## Exercise
Below is a listing. Copy each line of it that holds the word "Drive".
--------
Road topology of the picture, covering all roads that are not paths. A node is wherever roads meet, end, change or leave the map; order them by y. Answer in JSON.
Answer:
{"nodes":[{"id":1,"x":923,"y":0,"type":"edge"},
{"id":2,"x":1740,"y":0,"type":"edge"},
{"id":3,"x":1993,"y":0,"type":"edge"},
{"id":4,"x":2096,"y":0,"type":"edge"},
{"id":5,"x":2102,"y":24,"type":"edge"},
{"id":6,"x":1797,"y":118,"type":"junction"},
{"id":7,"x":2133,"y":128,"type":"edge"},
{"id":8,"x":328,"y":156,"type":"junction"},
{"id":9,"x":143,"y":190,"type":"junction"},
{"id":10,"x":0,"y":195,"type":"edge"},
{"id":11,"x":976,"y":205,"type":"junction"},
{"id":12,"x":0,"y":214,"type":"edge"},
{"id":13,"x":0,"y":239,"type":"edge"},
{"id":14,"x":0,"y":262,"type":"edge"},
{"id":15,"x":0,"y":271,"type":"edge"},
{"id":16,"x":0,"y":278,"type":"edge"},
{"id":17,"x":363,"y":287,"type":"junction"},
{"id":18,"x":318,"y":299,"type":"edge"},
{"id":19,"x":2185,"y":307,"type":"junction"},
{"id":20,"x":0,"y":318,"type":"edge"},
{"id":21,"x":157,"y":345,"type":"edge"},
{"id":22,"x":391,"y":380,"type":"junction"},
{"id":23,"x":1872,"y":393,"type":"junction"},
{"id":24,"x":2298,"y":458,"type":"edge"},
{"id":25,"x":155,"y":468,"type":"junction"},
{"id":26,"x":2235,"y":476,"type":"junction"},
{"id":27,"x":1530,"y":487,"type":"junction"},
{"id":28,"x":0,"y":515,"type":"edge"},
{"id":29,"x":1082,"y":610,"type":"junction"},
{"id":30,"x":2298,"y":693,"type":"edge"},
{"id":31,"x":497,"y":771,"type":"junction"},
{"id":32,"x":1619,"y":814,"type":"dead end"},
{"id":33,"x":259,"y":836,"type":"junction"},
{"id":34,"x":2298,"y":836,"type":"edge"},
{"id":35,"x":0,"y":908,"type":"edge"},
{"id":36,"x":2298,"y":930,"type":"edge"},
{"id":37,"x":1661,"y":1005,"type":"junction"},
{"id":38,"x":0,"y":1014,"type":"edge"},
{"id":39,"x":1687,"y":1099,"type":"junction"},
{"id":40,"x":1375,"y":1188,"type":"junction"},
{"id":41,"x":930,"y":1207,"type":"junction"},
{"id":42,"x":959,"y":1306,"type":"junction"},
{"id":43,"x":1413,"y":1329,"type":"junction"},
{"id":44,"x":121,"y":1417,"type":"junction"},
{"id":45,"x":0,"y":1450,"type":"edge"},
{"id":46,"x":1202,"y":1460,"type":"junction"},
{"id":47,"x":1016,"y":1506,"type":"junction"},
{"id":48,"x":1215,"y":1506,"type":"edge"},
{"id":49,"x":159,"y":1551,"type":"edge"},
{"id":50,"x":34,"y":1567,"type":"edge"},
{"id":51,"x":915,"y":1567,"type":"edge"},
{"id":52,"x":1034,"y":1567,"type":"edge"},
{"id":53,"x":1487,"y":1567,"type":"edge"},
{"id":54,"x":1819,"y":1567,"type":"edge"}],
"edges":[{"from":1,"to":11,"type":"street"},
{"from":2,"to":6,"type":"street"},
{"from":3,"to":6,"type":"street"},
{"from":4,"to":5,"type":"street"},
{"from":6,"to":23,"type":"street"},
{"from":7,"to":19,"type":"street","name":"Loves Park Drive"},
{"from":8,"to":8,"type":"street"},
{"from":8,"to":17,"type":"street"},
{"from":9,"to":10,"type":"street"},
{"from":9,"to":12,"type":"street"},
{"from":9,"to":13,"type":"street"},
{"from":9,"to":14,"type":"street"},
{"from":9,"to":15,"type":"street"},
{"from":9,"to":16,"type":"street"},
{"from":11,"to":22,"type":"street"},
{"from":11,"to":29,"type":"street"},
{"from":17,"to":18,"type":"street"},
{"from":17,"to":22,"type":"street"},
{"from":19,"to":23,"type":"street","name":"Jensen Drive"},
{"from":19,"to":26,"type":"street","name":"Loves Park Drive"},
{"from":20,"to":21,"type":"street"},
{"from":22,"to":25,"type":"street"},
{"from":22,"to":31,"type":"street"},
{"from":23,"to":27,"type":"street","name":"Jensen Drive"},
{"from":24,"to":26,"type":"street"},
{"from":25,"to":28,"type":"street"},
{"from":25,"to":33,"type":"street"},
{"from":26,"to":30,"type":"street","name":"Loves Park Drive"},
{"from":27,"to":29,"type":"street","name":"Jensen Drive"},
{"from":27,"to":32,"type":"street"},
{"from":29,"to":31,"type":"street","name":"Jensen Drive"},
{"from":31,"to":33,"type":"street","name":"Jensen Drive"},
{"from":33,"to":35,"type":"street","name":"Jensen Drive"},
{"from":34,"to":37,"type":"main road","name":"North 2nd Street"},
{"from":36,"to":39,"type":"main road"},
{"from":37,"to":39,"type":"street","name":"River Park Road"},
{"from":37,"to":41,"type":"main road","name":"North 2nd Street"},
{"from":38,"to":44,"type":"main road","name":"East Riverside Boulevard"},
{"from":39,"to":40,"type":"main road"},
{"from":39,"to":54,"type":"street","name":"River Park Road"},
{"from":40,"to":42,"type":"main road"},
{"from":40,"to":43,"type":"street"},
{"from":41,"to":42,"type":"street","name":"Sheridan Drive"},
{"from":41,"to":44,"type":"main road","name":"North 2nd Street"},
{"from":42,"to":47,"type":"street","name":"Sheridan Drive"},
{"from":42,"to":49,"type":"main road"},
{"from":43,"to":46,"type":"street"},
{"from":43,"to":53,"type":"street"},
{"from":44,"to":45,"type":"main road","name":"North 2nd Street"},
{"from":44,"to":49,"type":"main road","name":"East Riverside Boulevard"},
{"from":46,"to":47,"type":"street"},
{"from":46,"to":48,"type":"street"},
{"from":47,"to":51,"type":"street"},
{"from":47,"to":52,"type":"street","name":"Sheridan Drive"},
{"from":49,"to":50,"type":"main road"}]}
--------
## Reply
{"from":7,"to":19,"type":"street","name":"Loves Park Drive"},
{"from":19,"to":23,"type":"street","name":"Jensen Drive"},
{"from":19,"to":26,"type":"street","name":"Loves Park Drive"},
{"from":23,"to":27,"type":"street","name":"Jensen Drive"},
{"from":26,"to":30,"type":"street","name":"Loves Park Drive"},
{"from":27,"to":29,"type":"street","name":"Jensen Drive"},
{"from":29,"to":31,"type":"street","name":"Jensen Drive"},
{"from":31,"to":33,"type":"street","name":"Jensen Drive"},
{"from":33,"to":35,"type":"street","name":"Jensen Drive"},
{"from":41,"to":42,"type":"street","name":"Sheridan Drive"},
{"from":42,"to":47,"type":"street","name":"Sheridan Drive"},
{"from":47,"to":52,"type":"street","name":"Sheridan Drive"},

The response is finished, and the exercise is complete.